On the other hand, duration of disease, number of AEDs, and type of epilepsy were not found to be associated with disturbed seizure control. In a prospective study examined seizure control in PWE during the COVID-19 pandemic, none of 18 patients who had suspected COVID-19 infection had worsened seizure control while they were symptomatic.7 In another study, seizure as a symptom of COVID-19 occurred more frequently in PWE than the healthy control group.8 In accordance with our findings, DelÍL et al.10 found that PWE with younger age and higher seizure frequency were more likely to experience increased seizure after COVID-19.
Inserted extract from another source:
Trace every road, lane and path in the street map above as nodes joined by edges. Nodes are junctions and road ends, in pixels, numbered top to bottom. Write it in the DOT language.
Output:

First, the present study was designed as a cross-sectional study that only allows the conclusions to be considered as correlations, not causations. Second, natural variations occur from month to month in PWE and may affect the number of seizures during the month of COVID-19 outbreak. Third, many factors including COVID-19-related stress can contribute to seizure exacerbation, and however no stress assessment scale was recruited in this study to assess its correlation with seizure exacerbation. Fourth, this study did not include laboratory data of the patients that may play a critical role in seizure frequency. Fifth, we only studied outpatients and hospitalized patients were ruled out.
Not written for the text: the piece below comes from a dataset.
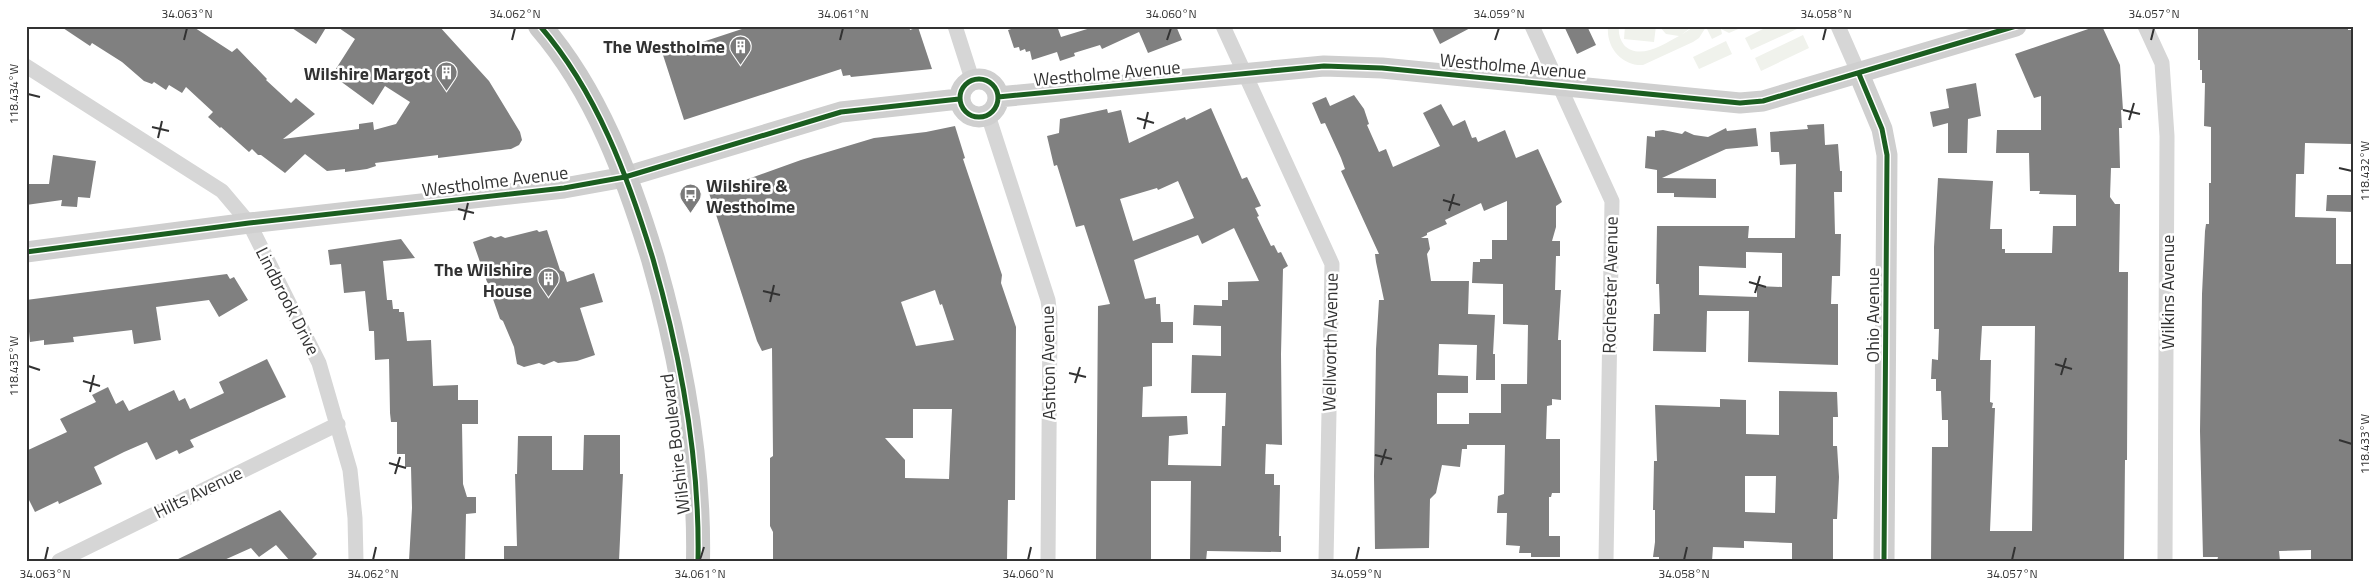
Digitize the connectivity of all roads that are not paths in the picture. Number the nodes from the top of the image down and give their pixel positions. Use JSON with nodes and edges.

Taken together, our results showed that almost one third of PWE who were infected with SARS-CoV-2 experienced seizure exacerbation, which may be caused by the effects of COVID-19 infection or the stress of its complications. We found that male patients, young patients, patients with the history of drug resistance, and the patients who had higher baseline seizure frequency were at increased risk for seizure exacerbation. Our results confirm the influ-ence of COVID-19 infection on this group of patients, and highlights the importance of the screening, early diagnosis and treatment of this disease among PWE the population.

Conflicts of Interest

The anthors declare that they have no conflicts of interest.